Oak Ridge City Council member Ellen Smith has been tracking the state’s numbers for months and said the current surge in the per capita rate of new cases and the percentage of positive tests started around the beginning of October. Prior to that, the positivity rate in Anderson County had hovered around 5 percent positivity, well below today’s 12.5 percent positivity rate, the press release said.
“Infectious disease experts say that rate should be under 5 percent, but when it gets up to 10 percent or more, that’s a good indication that there are more cases going undetected and the virus is spreading faster every day,” Smith said. “We all need to double down in our efforts to reduce the potential for exposure and potential to expose to somebody else. That means wearing masks and asking ourselves whether we really need to visit a place or engage in an activity where we’re going to be around other people outside of our household.”
Recent zip-code specific data show that Oak Ridge averaged about seven new cases per day in the three-week period that ended November 4, the press release said.
It said the city has been in an active mode to muster city resources for the protection of its citizens while continuing to provide essential city services since February, before the pandemic began in Tennessee. The city has taken steps to close or limit public facilities, secure access to essential work areas, provide for new online meetings, practice social distancing, and accommodate people in the conduct of city business, the press release said.
“As I observe the rise in positive virus activity in Oak Ridge, every smallest precaution we take can avoid serious health consequences,” Oak Ridge City Manager Mark Watson said. “As I observe those that have had COVID, they do not want to go through it again.”
Since the beginning of March, 14 city employees have tested positive for COVID-19 and 32 have been quarantined.

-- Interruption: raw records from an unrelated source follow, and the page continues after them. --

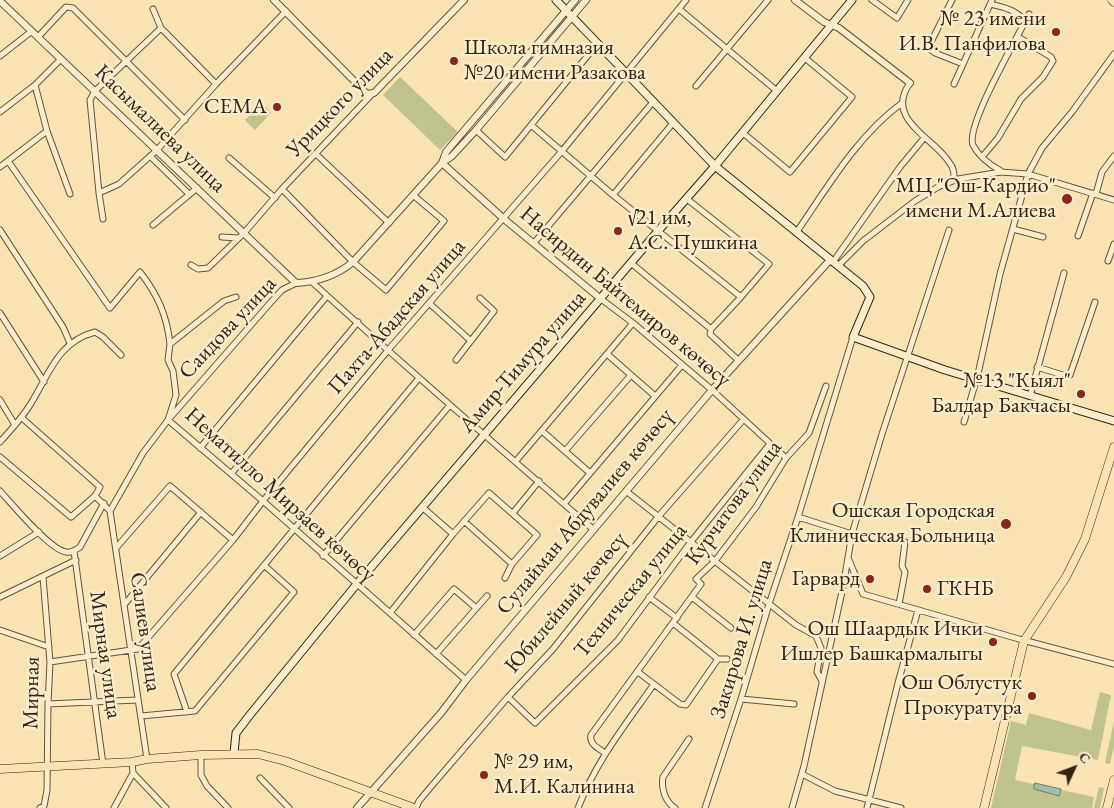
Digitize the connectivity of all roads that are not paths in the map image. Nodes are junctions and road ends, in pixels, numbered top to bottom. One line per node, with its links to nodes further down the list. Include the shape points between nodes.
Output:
1 (274, 0): 20 (street)
2 (464, 0): 45 (street, Урицкого улица)
3 (556, 0): 18 (main road)
4 (575, 0): 18 (street, Саидова улица)
5 (586, 0): 22 (street, Саидова улица)
6 (686, 0): 17 (street, Пахта-Абадская улица)
7 (768, 0): 30 (street)
8 (795, 0): 24 (street)
9 (852, 0): 24 (main road, Амир-Тимура улица)
10 (872, 0): 11 (street, via 898,18)
11 (908, 0)
12 (952, 0): 36 (street, via 928,48)
13 (0, 1): 15 (street, Касымалиева улица)
14 (991, 2): 23 (street, via 1021,16); 36 (street)
15 (6, 7): 19 (street); 26 (street, Касымалиева улица)
16 (153, 9): 25 (street)
17 (679, 9): 30 (street); 37 (street, Пахта-Абадская улица)
18 (566, 10): 22 (main road); 64 (street, Саидова улица, via 446,152)
19 (0, 12)
20 (286, 12): 39 (street); 45 (street, via 367,94)
21 (1029, 14): 23 (street)
22 (572, 16): 29 (main road); 52 (street, Саидова улица)
23 (1025, 22): 27 (street)
24 (832, 25): 33 (main road, Амир-Тимура улица); 38 (street)
25 (161, 28): 35 (street); 39 (street)
26 (32, 31): 28 (street, Касымалиева улица); 32 (street)
27 (1018, 37): 61 (street, via 978,118 972,140); 61 (street, via 1053,60 1044,77 1021,99 998,138)
28 (38, 38): 34 (street, Касымалиева улица); 35 (street, via 66,7 70,7)
29 (598, 43): 37 (main road); 51 (street)
30 (728, 49): 42 (street); 44 (street)
31 (1114, 54): 68 (street, via 1042,148)
32 (0, 56)
33 (805, 58): 44 (main road, Амир-Тимура улица); 54 (street, via 852,96 790,172)
34 (61, 59): 41 (street); 43 (street, Касымалиева улица)
35 (126, 60): 43 (street); 49 (street)
36 (963, 64): 40 (street)
37 (626, 73): 46 (main road); 57 (street, Пахта-Абадская улица)
38 (910, 83): 47 (street)
39 (216, 84): 49 (street)
40 (954, 84)
41 (35, 85): 48 (street); 53 (street)
42 (696, 86)
43 (95, 91): 56 (street, Касымалиева улица); 73 (street, via 90,100)
44 (777, 91): 54 (main road, Амир-Тимура улица)
45 (374, 93): 58 (street, Урицкого улица)
46 (653, 102): 50 (main road); 69 (street)
47 (902, 103): 55 (street, via 907,118); 90 (street, via 869,134 844,164)
48 (0, 112)
49 (185, 120): 56 (street)
50 (672, 123): 65 (main road); 78 (street)
51 (531, 125): 52 (street, via 505,157); 57 (street)
52 (476, 130): 64 (street, Саидова улица)
53 (47, 131): 63 (street); 74 (street)
54 (743, 133): 65 (main road, Амир-Тимура улица)
55 (924, 138): 70 (street, via 948,160 954,170); 99 (street)
56 (157, 150): 59 (street); 71 (street, Касымалиева улица)
57 (562, 151): 69 (street); 83 (street, Пахта-Абадская улица)
58 (316, 154): 72 (street, Урицкого улица); 84 (street)
59 (150, 156): 73 (street, via 119,184); 75 (street)
60 (1114, 156): 77 (street, via 1102,172)
61 (982, 157): 67 (street)
62 (229, 158): 79 (street)
63 (8, 161): 66 (street); 119 (street, Нематилло Мирзаев көчөсү, via 110,308 140,272 155,294 167,322)
64 (442, 163): 76 (street, Саидова улица); 83 (street, Насирдин Байтемиров көчөсү)
65 (715, 166): 80 (main road, Амир-Тимура улица); 90 (main road)
66 (0, 167)
67 (1001, 172): 68 (street); 70 (street)
68 (1028, 174): 77 (street); 86 (street)
69 (591, 177): 78 (street); 95 (street)
70 (954, 180): 99 (street, via 915,201)
71 (197, 188): 75 (street); 91 (street, Касымалиева улица)
72 (282, 189): 79 (street, Урицкого улица); 98 (street)
73 (99, 193): 82 (street)
74 (70, 194)
75 (189, 194): 85 (street)
76 (413, 194): 84 (street, Саидова улица); 98 (street, via 444,221 386,290)
77 (1095, 194): 81 (street); 92 (street)
78 (612, 195): 89 (street)
79 (275, 198): 91 (street, Урицкого улица)
80 (687, 199): 89 (main road, Амир-Тимура улица); 107 (street, via 769,264)
81 (1114, 200)
82 (103, 219)
83 (504, 219): 95 (street, Насирдин Байтемиров көчөсү); 111 (street, Пахта-Абадская улица)
84 (389, 223): 98 (street, Саидова улица)
85 (153, 225)
86 (1013, 229): 94 (street); 130 (street)
87 (0, 230): 118 (street)
88 (949, 230): 123 (street)
89 (658, 231): 100 (main road, Амир-Тимура улица); 107 (street)
90 (796, 233): 99 (main road)
91 (241, 236): 93 (street); 101 (street, Урицкого улица, via 208,268 198,269); 104 (street, Касымалиева улица)
92 (1078, 236)
93 (222, 237)
94 (1043, 237)
95 (534, 243): 109 (street, Насирдин Байтемиров көчөсү)
96 (1114, 244): 97 (street)
97 (1108, 261)
98 (352, 262): 103 (street, Саидова улица, via 341,272)
99 (834, 262): 116 (main road, via 870,297); 125 (street, Сулайман Абдувалиев көчөсү)
100 (631, 263): 109 (main road, Амир-Тимура улица); 115 (street)
101 (191, 265)
102 (1064, 273): 127 (street)
103 (312, 282): 104 (street, Саидова улица); 105 (street)
104 (296, 283): 139 (street, Саидова улица, via 282,290)
105 (327, 296): 113 (street); 148 (street)
106 (236, 297): 119 (street, via 224,301)
107 (741, 297): 115 (street)
108 (480, 298): 117 (street, via 494,311)
109 (601, 299): 114 (street, Насирдин Байтемиров көчөсү); 145 (main road, Амир-Тимура улица)
110 (1095, 302): 127 (street, via 1070,376)
111 (429, 303): 117 (street); 120 (street, Пахта-Абадская улица)
112 (0, 313): 131 (street)
113 (358, 322): 120 (street); 155 (street)
114 (633, 323): 121 (street); 126 (street, Насирдин Байтемиров көчөсү)
115 (711, 329): 125 (street, via 710,334)
116 (853, 337): 123 (main road); 168 (street, Закирова И. улица)
117 (471, 341): 124 (street)
118 (70, 343): 122 (street, via 95,332); 131 (street, via 55,359)
119 (170, 344): 139 (street, Нематилло Мирзаев көчөсү, via 168,360 176,395)
120 (389, 349): 129 (street); 160 (street, Пахта-Абадская улица)
121 (607, 354): 128 (street); 144 (street)
122 (121, 355)
123 (907, 357): 130 (main road); 174 (street)
124 (456, 360)
125 (738, 360): 133 (street, Сулайман Абдувалиев көчөсү)
126 (682, 365): 133 (street, Насирдин Байтемиров көчөсү); 134 (street)
127 (1037, 367): 135 (street)
128 (631, 375): 134 (street); 150 (street)
129 (419, 378): 137 (street); 170 (street)
130 (976, 380): 135 (main road); 142 (street)
131 (44, 382): 138 (street)
132 (826, 386): 152 (street, Курчатова улица, via 809,432)
133 (712, 390): 140 (street, Насирдин Байтемиров көчөсү); 158 (street, Сулайман Абдувалиев көчөсү)
134 (655, 396): 154 (street)
135 (1030, 396): 141 (main road)
136 (0, 400): 143 (street)
137 (450, 404): 145 (street); 181 (street)
138 (22, 418): 143 (street); 159 (street, via 100,487)
139 (168, 420): 148 (street, Нематилло Мирзаев көчөсү); 164 (street, Саидова улица, via 143,453)
140 (743, 420): 147 (street, Насирдин Байтемиров көчөсү); 167 (street, Юбилейный көчөсү)
141 (1114, 421)
142 (964, 422)
143 (15, 425): 146 (street)
144 (542, 431): 150 (street); 153 (street)
145 (485, 434): 153 (street); 163 (main road, Амир-Тимура улица)
146 (0, 442)
147 (770, 445): 152 (street, Насирдин Байтемиров көчөсү); 177 (street, Техническая улица)
148 (200, 448): 155 (street, Нематилло Мирзаев көчөсү)
149 (1114, 448): 204 (main road, via 1085,539 1066,577)
150 (565, 452): 154 (street)
151 (0, 456): 159 (street, via 71,517)
152 (786, 458): 184 (street, Курчатова улица, via 756,507)
153 (516, 461): 156 (street)
154 (590, 473): 162 (street)
155 (231, 474): 160 (street, Нематилло Мирзаев көчөсү)
156 (539, 482): 162 (street); 166 (street)
157 (0, 490): 172 (street)
158 (626, 491): 167 (street); 171 (street, Сулайман Абдувалиев көчөсү)
159 (95, 496): 161 (street)
160 (263, 501): 170 (street, Нематилло Мирзаев көчөсү); 175 (street, Пахта-Абадская улица)
161 (104, 503): 164 (street); 179 (street)
162 (564, 504): 171 (street)
163 (422, 507): 173 (street); 189 (main road, Амир-Тимура улица)
164 (110, 511): 178 (street, Салиев улица)
165 (201, 512): 175 (street); 178 (street, via 170,486); 196 (street)
166 (513, 513): 169 (street, via 489,493); 185 (street, via 538,535)
167 (658, 517): 177 (street); 217 (street, Юбилейный көчөсү, via 553,649)
168 (798, 517): 174 (street); 194 (street, Закирова И. улица)
169 (464, 521): 173 (street); 185 (street)
170 (293, 528): 181 (street, Нематилло Мирзаев көчөсү); 186 (street)
171 (594, 530): 214 (street, Сулайман Абдувалиев көчөсү)
172 (39, 532): 179 (street, via 50,544 64,552); 180 (street)
173 (453, 534): 199 (street)
174 (852, 534): 182 (street)
175 (233, 540): 206 (street, Пахта-Абадская улица, via 138,649)
176 (905, 542): 195 (street, via 902,566 906,572)
177 (690, 543): 184 (street); 192 (street, Техническая улица)
178 (116, 548): 196 (street, Салиев улица)
179 (74, 552): 183 (street, Мирная улица)
180 (0, 556)
181 (324, 556): 189 (street, Нематилло Мирзаев көчөсү)
182 (848, 558): 195 (street, via 863,594); 215 (street)
183 (76, 560): 187 (street); 208 (street, Мирная улица)
184 (714, 561): 193 (street, Курчатова улица, via 696,579 701,584); 194 (street)
185 (512, 564): 188 (street)
186 (264, 565): 223 (street, via 174,674); 223 (street, via 294,592 195,711)
187 (43, 577): 191 (street); 205 (street, Мирная)
188 (505, 578)
189 (356, 585): 199 (street, Нематилло Мирзаев көчөсү); 226 (main road, Амир-Тимура улица, via 236,733)
190 (487, 596): 197 (street)
191 (0, 597)
192 (649, 597): 200 (street); 217 (street, Техническая улица, via 618,640 535,723)
193 (692, 597): 200 (street, Курчатова улица); 201 (street)
194 (769, 604): 215 (street, via 816,636 821,648 817,672); 218 (street, Закирова И. улица)
195 (899, 604): 198 (street)
196 (124, 605): 206 (street, Салиев улица)
197 (476, 608): 203 (street, via 454,589); 207 (street)
198 (918, 610): 204 (street); 239 (street)
199 (390, 613): 203 (street, Нематилло Мирзаев көчөсү)
200 (675, 620): 209 (street); 213 (street, Курчатова улица)
201 (731, 628)
202 (0, 630): 205 (street)
203 (414, 635): 207 (street, Нематилло Мирзаев көчөсү)
204 (1024, 640): 212 (street); 253 (main road)
205 (49, 647): 211 (street, Мирная)
206 (130, 650): 208 (street); 219 (street, Салиев улица)
207 (436, 654): 214 (street, Нематилло Мирзаев көчөсү)
208 (88, 657): 211 (street); 220 (street, Мирная улица)
209 (718, 659): 210 (street); 216 (street, via 686,705)
210 (727, 659)
211 (50, 662): 221 (street, Мирная)
212 (1114, 664)
213 (638, 672): 216 (street); 227 (street, Курчатова улица, via 591,735 592,744)
214 (466, 680): 238 (street, Сулайман Абдувалиев көчөсү)
215 (822, 681): 235 (street)
216 (654, 684): 227 (street)
217 (508, 697): 246 (street, Юбилейный көчөсү)
218 (741, 699): 222 (street); 249 (street, Закирова И. улица)
219 (137, 700): 220 (street); 224 (street, Салиев улица)
220 (96, 703): 221 (street); 231 (street, Мирная улица)
221 (48, 704): 232 (street, Мирная)
222 (794, 704)
223 (187, 712): 224 (street)
224 (141, 716): 229 (street, Салиев улица)
225 (689, 739): 248 (street, via 663,777 667,802)
226 (234, 753): 228 (main road); 238 (main road, via 271,757)
227 (605, 753): 247 (street)
228 (201, 755): 229 (main road); 243 (street, via 201,775)
229 (147, 758): 230 (main road)
230 (132, 762): 231 (main road); 234 (street)
231 (103, 764): 232 (main road)
232 (47, 767): 233 (main road); 240 (street, Мирная, via 47,790 44,806)
233 (0, 769)
234 (133, 773): 241 (street); 242 (street)
235 (802, 774): 239 (street, via 835,791); 250 (street)
236 (260, 778): 244 (street)
237 (1114, 780): 254 (main road)
238 (371, 791): 245 (street, Сулайман Абдувалиев көчөсү); 246 (main road)
239 (869, 801): 251 (street); 252 (street)
240 (40, 808)
241 (114, 808)
242 (166, 808)
243 (228, 808)
244 (289, 808)
245 (357, 808)
246 (415, 808)
247 (578, 808)
248 (675, 808)
249 (706, 808)
250 (792, 808)
251 (867, 808)
252 (901, 808)
253 (984, 808)
254 (1108, 808)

The city is also continuing to conduct COVID testing in the City’s wastewater, the press release said.
“From the data, there’s still an upward trend,” Oak Ridge Public Works Director Shira McWaters said. “We have positives everywhere. Some places are higher than others and all areas are in the yellow range with the exception of several western sewer sheds that are in the red.”
To read the full resolution, find the latest COVID-19 information on Oak Ridge and more on how to protect yourself and others from this virus, visit OakRidgeTN.gov.
County, state stats
On Thursday, the Tennessee Department of Health reported a total of 296,725 cases of COVID-19 since the pandemic began March 5. There have been 3,788 deaths and a record-high 1,749 hospitalizations.
Anderson County has had 2,227 cases, 19 deaths, and 59 total hospitalizations (three new hospitalizations were reported Thursday).
Roane County has had 1,819 cases, with 11 deaths and 47 hospitalizations.
Knox County has had 15,261 cases, with 109 deaths and 505 hospitalizations.
Loudon County has had 1,924 cases, with 13 deaths and 52 hospitalizations.
Morgan County has had 532 cases, with six deaths and 11 hospitalizations.
More information will be added as it becomes available.